Of all the topics for Canada’s civic elite to discuss, the subject of play seems rather puerile. In the shadow of American race riots, the encroachment of the Harper government on democratic freedom, and a rising climate that still needs attention, why should we ask members of the public sphere to focus their energy on a concept so trivial as fun and games?
Toronto’s most recent Walrus Talk defied this instinct. Gathering at The Isabel Bader Theatre on May 6, nine speakers were each given seven minutes to relay their take on the ideas and activities that constitute play.
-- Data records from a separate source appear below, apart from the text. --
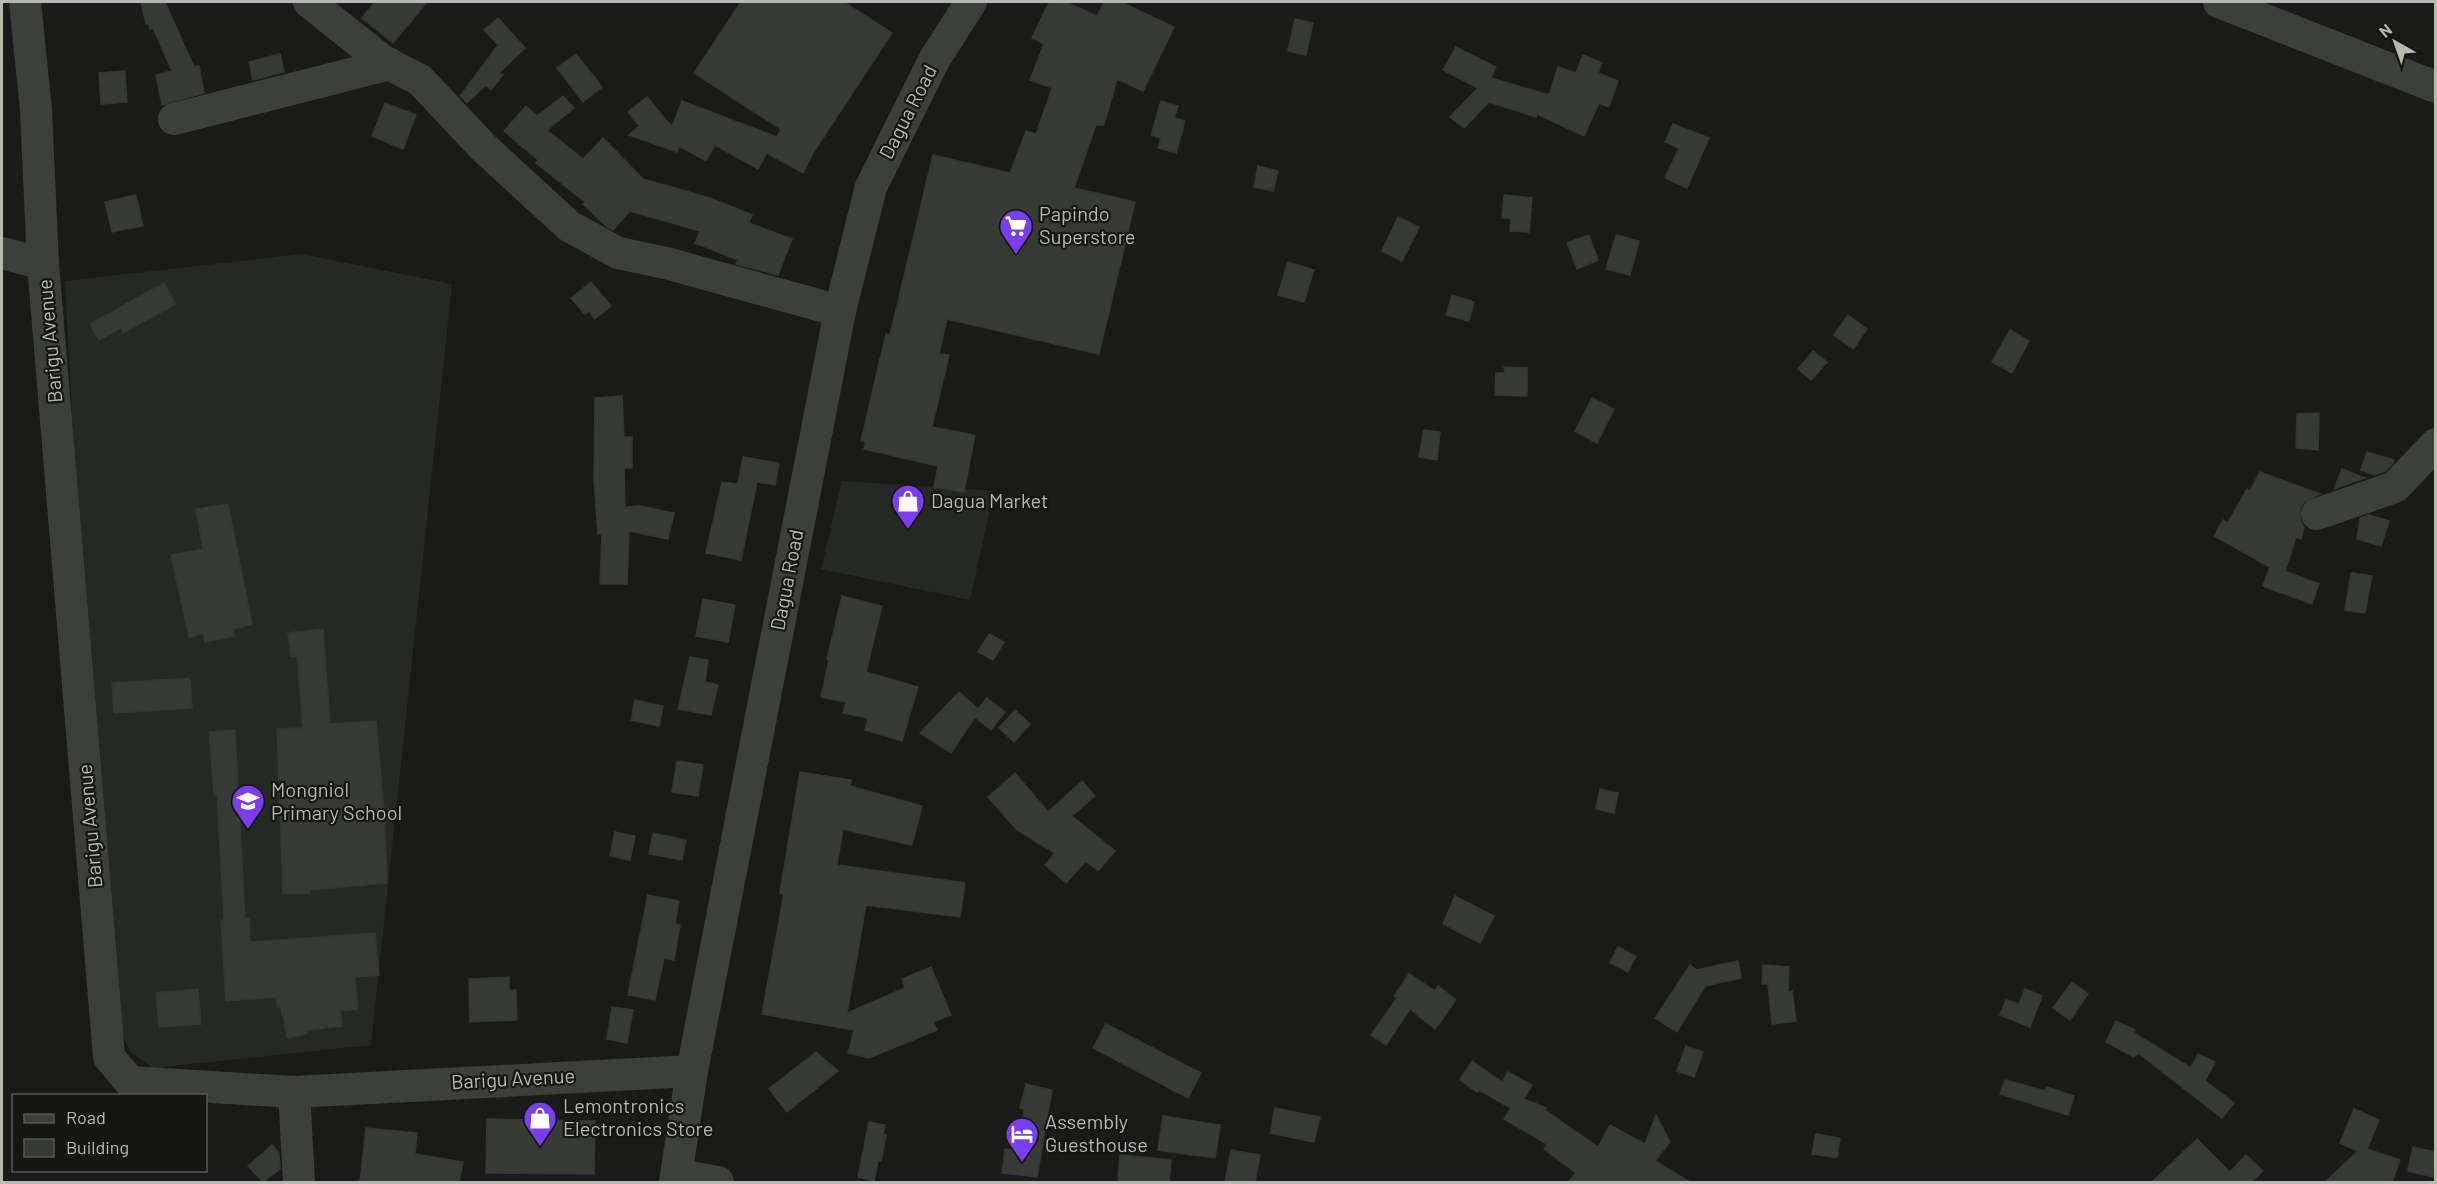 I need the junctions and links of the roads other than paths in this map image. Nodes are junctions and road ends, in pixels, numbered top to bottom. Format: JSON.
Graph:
{"nodes":[{"id":1,"x":25,"y":2,"type":"edge"},
{"id":2,"x":309,"y":2,"type":"edge"},
{"id":3,"x":971,"y":2,"type":"edge"},
{"id":4,"x":2219,"y":2,"type":"edge"},
{"id":5,"x":390,"y":64,"type":"junction"},
{"id":6,"x":2436,"y":87,"type":"edge"},
{"id":7,"x":174,"y":119,"type":"dead end"},
{"id":8,"x":2,"y":253,"type":"edge"},
{"id":9,"x":43,"y":264,"type":"junction"},
{"id":10,"x":840,"y":311,"type":"junction"},
{"id":11,"x":2436,"y":444,"type":"edge"},
{"id":12,"x":2317,"y":514,"type":"dead end"},
{"id":13,"x":692,"y":1071,"type":"junction"},
{"id":14,"x":294,"y":1092,"type":"junction"},
{"id":15,"x":676,"y":1179,"type":"edge"},
{"id":16,"x":298,"y":1182,"type":"edge"},
{"id":17,"x":718,"y":1182,"type":"edge"}],
"edges":[{"from":1,"to":9,"type":"street","name":"Barigu Avenue"},
{"from":2,"to":5,"type":"street"},
{"from":3,"to":10,"type":"street","name":"Dagua Road"},
{"from":4,"to":6,"type":"street"},
{"from":5,"to":7,"type":"street"},
{"from":5,"to":10,"type":"street"},
{"from":8,"to":9,"type":"street"},
{"from":9,"to":14,"type":"street","name":"Barigu Avenue"},
{"from":10,"to":13,"type":"street","name":"Dagua Road"},
{"from":11,"to":12,"type":"street"},
{"from":13,"to":14,"type":"street","name":"Barigu Avenue"},
{"from":13,"to":15,"type":"street","name":"Dagua Road"},
{"from":14,"to":16,"type":"street"},
{"from":15,"to":17,"type":"street"}]}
Play is a social phenomenon: we play in order to both communicate and speculate. As the night’s first speaker, Mark Kingwell put it, play is a “tacit agreement to bite without hurting,” a way to navigate social interaction by relaxing normally rigid boundaries and roles. It’s also a kind of engagement with possibility — playing house, Minecraft, or Pictionary allows us to proffer concepts for how we might want to construct our realities, to explore how they might be received and what consequences they might have. Play, it seems, can be considered quite vital a topic after all.
Yet for all the possibilities that play affords, the overarching theme of Wednesday’s conversation addressed a burgeoning social regulation of the games embraced by popular culture. Speaker Bruce Kidd worried about sport’s transformation into a kind of work, wherein winning and salaried payouts become the purpose of play, rather than fun or community building. Games under twenty-first century capitalism are systemic, regulated. “The language of play has been replaced by conformity,” said Kidd. What was once done for its own sake is now ruled by a business-minded schematic that strips a sport of essential gamely aspects.
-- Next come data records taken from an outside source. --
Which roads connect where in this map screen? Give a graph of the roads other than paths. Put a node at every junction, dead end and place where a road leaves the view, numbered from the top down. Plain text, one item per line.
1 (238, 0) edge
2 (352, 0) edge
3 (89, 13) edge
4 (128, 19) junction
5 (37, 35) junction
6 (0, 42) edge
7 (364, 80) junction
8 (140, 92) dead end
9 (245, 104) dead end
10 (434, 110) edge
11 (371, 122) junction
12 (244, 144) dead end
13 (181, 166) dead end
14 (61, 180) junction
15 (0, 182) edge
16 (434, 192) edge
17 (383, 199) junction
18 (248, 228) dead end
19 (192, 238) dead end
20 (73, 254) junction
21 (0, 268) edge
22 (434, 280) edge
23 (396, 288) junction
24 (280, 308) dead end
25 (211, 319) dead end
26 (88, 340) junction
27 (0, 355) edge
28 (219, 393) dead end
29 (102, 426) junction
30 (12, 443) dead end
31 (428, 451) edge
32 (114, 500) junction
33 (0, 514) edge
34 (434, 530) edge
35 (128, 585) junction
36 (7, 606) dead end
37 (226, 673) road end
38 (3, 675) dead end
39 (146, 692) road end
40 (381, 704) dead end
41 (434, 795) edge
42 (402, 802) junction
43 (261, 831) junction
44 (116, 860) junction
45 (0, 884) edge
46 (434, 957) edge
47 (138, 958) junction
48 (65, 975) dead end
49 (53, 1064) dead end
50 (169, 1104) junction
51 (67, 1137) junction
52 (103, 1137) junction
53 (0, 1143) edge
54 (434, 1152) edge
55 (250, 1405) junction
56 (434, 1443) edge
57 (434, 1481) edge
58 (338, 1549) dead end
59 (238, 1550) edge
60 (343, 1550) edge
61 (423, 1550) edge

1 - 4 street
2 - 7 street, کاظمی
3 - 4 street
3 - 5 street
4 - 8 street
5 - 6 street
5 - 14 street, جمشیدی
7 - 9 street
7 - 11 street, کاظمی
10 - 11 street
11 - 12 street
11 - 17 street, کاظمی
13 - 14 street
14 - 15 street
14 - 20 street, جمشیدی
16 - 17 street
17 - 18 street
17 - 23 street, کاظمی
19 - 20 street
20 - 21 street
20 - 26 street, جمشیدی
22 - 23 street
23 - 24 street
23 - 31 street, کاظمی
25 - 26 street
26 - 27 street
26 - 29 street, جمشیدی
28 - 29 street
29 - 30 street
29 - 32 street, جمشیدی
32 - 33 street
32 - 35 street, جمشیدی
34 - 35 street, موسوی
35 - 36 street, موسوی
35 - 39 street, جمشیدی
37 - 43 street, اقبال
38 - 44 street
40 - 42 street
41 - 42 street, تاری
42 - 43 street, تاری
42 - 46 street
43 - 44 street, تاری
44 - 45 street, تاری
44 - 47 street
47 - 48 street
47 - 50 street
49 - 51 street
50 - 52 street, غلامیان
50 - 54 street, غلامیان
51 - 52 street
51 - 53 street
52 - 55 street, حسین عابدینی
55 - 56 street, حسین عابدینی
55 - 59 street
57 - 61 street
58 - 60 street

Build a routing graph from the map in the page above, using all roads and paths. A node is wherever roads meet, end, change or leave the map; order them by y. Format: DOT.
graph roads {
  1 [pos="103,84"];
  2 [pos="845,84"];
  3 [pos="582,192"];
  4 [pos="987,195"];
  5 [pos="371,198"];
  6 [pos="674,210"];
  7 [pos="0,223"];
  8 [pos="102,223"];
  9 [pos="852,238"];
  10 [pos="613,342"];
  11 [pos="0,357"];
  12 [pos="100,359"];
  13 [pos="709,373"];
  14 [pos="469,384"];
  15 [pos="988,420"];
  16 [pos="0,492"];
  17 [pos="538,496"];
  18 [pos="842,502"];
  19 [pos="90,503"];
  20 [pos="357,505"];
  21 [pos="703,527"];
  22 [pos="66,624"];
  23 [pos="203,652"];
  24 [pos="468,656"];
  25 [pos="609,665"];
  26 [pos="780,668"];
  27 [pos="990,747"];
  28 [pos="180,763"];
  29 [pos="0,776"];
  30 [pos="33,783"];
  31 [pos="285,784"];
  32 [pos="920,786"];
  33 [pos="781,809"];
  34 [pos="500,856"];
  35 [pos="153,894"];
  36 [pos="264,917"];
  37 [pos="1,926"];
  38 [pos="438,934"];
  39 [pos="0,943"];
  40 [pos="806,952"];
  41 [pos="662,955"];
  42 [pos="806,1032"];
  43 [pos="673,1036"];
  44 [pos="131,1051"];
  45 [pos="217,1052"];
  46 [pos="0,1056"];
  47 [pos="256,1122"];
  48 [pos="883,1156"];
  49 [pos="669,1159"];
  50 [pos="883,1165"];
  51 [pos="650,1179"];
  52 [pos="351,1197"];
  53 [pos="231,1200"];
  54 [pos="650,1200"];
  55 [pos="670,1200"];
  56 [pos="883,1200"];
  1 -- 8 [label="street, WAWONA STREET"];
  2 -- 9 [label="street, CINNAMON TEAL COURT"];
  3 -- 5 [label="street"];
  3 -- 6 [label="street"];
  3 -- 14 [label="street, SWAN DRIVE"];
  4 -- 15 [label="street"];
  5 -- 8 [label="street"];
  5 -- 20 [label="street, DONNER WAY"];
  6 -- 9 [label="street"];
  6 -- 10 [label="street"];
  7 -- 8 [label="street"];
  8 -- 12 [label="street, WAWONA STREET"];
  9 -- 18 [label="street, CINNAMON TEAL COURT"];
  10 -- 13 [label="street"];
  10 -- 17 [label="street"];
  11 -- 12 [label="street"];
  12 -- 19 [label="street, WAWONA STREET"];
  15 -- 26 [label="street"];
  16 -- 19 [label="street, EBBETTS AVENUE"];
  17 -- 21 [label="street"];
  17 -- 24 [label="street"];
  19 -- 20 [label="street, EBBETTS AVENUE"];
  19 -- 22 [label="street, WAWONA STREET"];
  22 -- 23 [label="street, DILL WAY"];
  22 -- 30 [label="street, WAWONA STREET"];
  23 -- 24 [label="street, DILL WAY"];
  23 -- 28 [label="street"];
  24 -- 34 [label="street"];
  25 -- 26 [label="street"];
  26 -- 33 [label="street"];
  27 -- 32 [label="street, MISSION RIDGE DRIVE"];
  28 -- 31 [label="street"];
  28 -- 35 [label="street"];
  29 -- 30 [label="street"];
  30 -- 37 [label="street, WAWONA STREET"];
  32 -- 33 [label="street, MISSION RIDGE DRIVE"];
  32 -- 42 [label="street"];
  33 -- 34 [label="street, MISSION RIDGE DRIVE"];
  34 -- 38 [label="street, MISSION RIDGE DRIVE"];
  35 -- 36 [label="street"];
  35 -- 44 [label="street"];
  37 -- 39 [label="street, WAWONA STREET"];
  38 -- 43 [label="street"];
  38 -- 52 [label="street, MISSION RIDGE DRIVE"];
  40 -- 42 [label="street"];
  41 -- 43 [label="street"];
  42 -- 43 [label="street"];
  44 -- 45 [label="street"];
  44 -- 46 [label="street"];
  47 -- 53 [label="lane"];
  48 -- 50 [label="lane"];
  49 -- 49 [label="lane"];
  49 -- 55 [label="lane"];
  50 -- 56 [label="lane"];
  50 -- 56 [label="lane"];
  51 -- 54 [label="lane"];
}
This same conclusion was mirrored in the story of Olympic rower Marnie McBean’s bronze medal win in 1996, when she realized that the very expectation of winning, so integral to her training, had sucked the joy from her greatest passion. She recounted the revelation that changed how she conceived of rowing, when she noticed that she no longer legitimately played her sport, but only worked at it.
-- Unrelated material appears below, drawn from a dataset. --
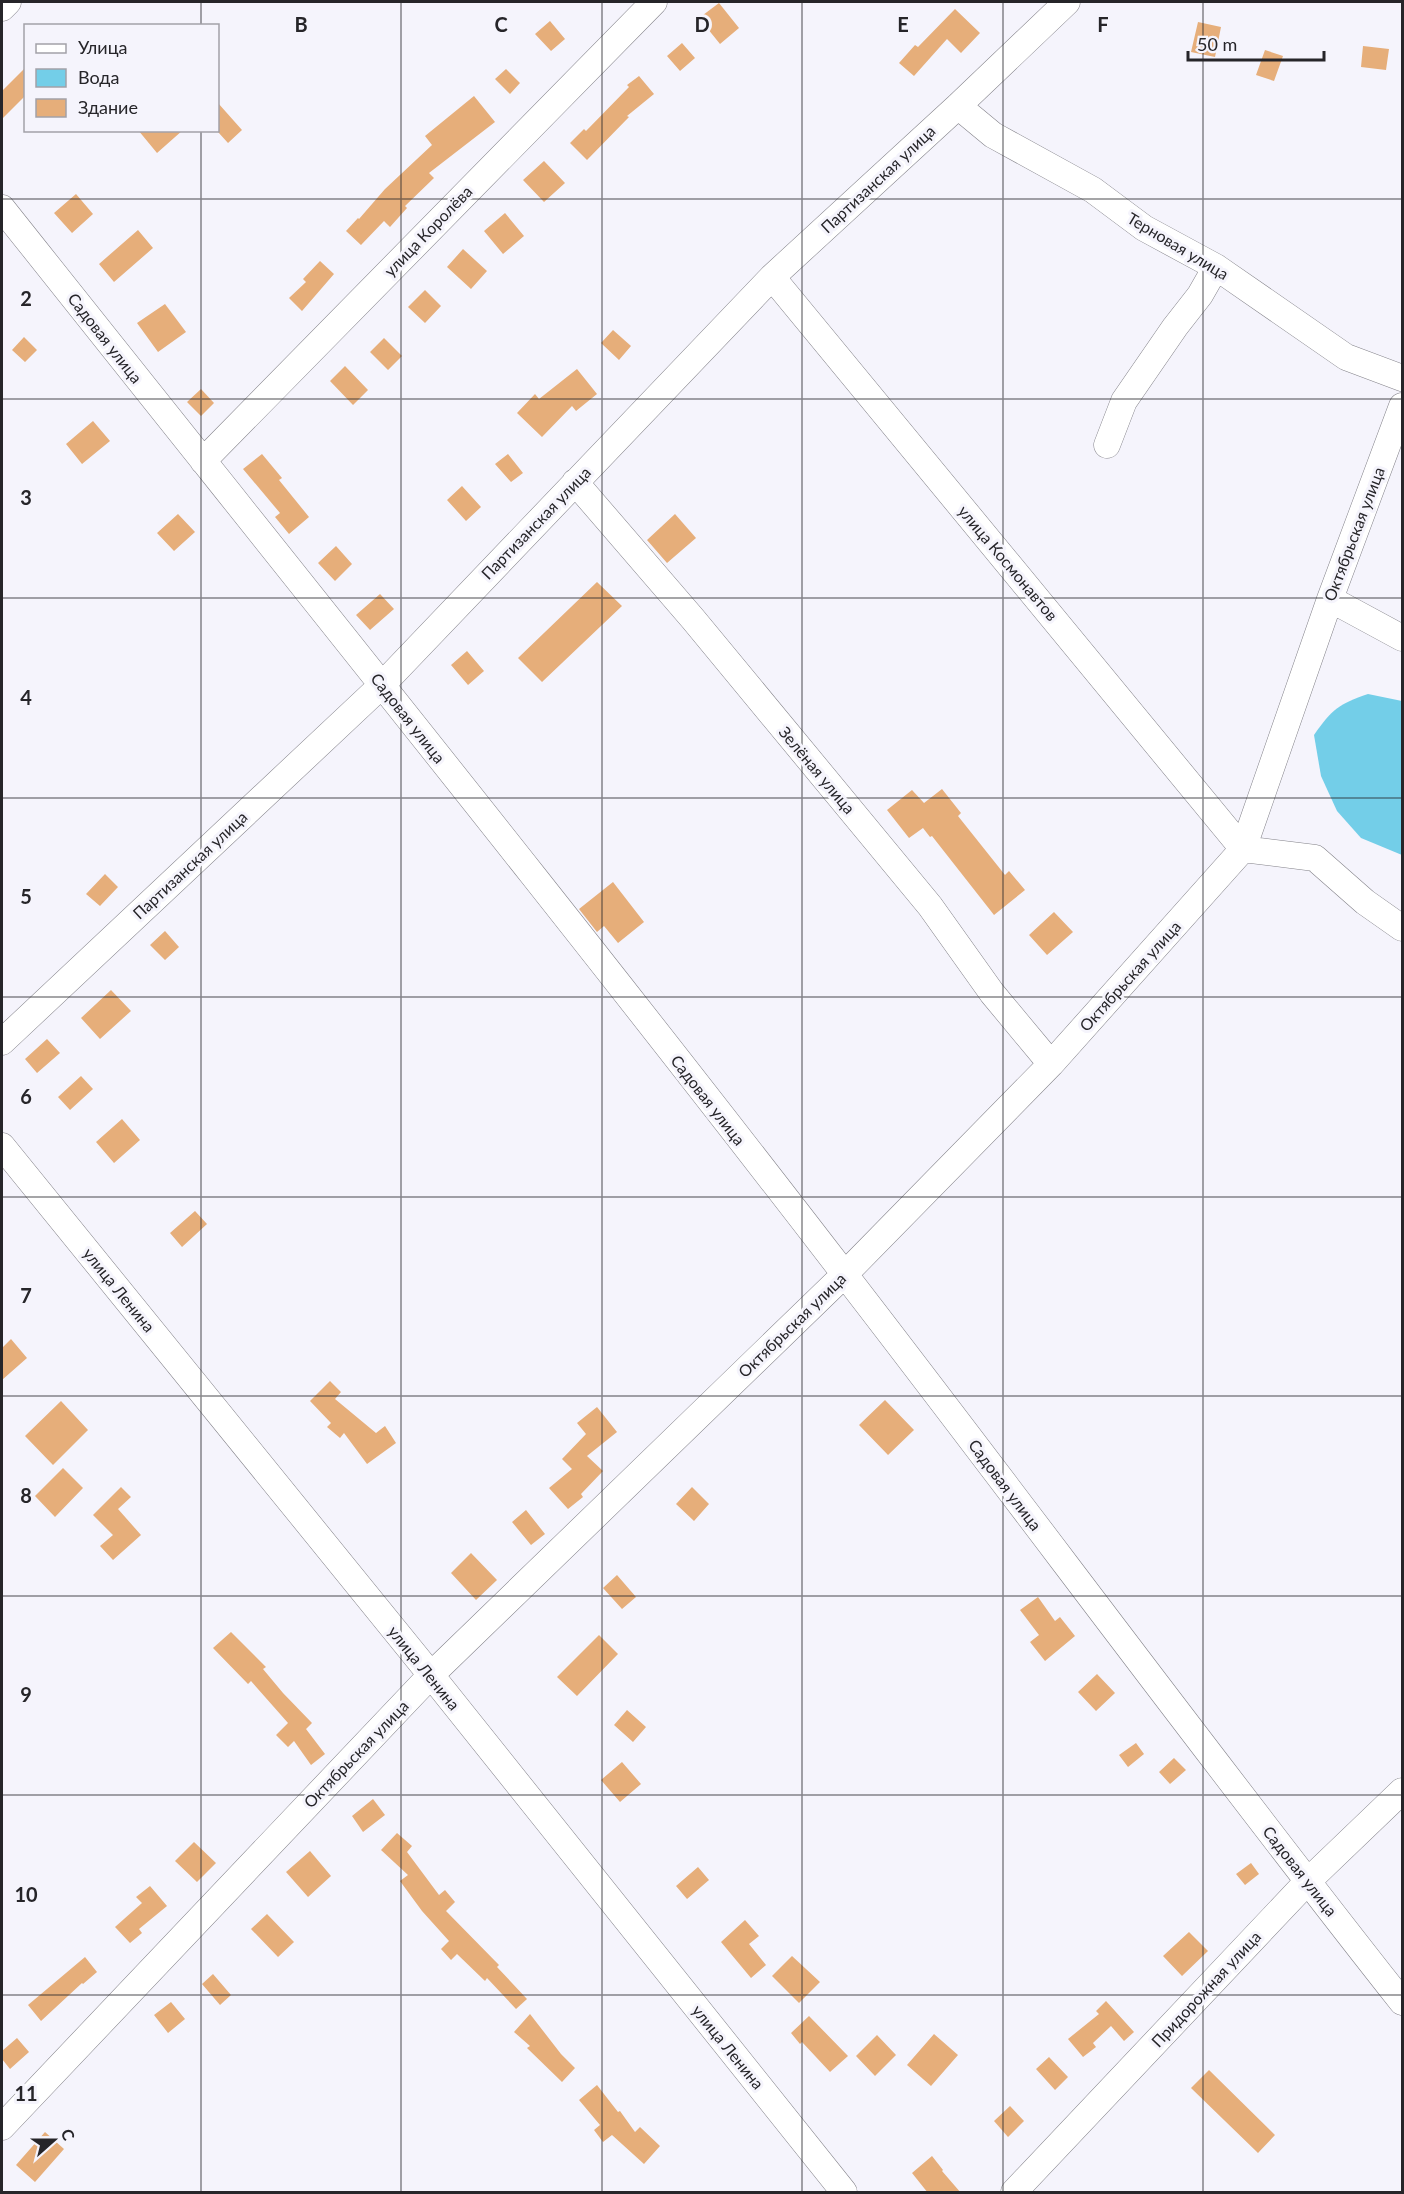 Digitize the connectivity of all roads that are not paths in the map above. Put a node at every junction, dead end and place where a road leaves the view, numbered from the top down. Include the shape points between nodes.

Aside from constituting a shift in mentality, one that grants the individual greater joy in their daily activities, play can also encourage a change in social circumstance. Speaker Jason Lewis discussed the role of future visions by First Nations artists, who engage in the same kind of world creation that science fiction writers do. Except in this case, theirs is a kind of utopia drawn in response to centuries of genocide and cultural oppression. Play, as employed by these diverse First Nations artists, can also be a tool to fight for our values, to articulate the better futures we imagine for ourselves, and to change the impoverished conditions of the present.
Overall, as speaker and author Pico Iyer most eloquently expressed, play is a way to find what we want in life, to create bonds, to find sanctity — ends that are not always easy to reach. As Iyer quoted, from the Greek philosopher Herodotus: “man is most himself when he achieves the concentrated seriousness of a child at play,” but this concentration can be difficult to source and retain in the face of restricting social mores. In Iyer’s case, he found these goods after many years of looking for them, in a place he least expected: an elderly Japanese ping pong club.
We play as a basic way of testing the social waters, to judge how we can or ought to act in nonconforming ways in order to produce desirable outcomes. But as irony would have it, there was little in the way of the kind of revelatory play endorsed by the night’s speakers at the Walrus’ reception, where well-dressed groups gathered for pleasantries, sipping red wine and fulfilling situational expectations. Even here, social rules and class-dictated interaction still fully applied, hinting — as Iyer did — that perhaps play isn’t so effortlessly incorporated into our lives after all.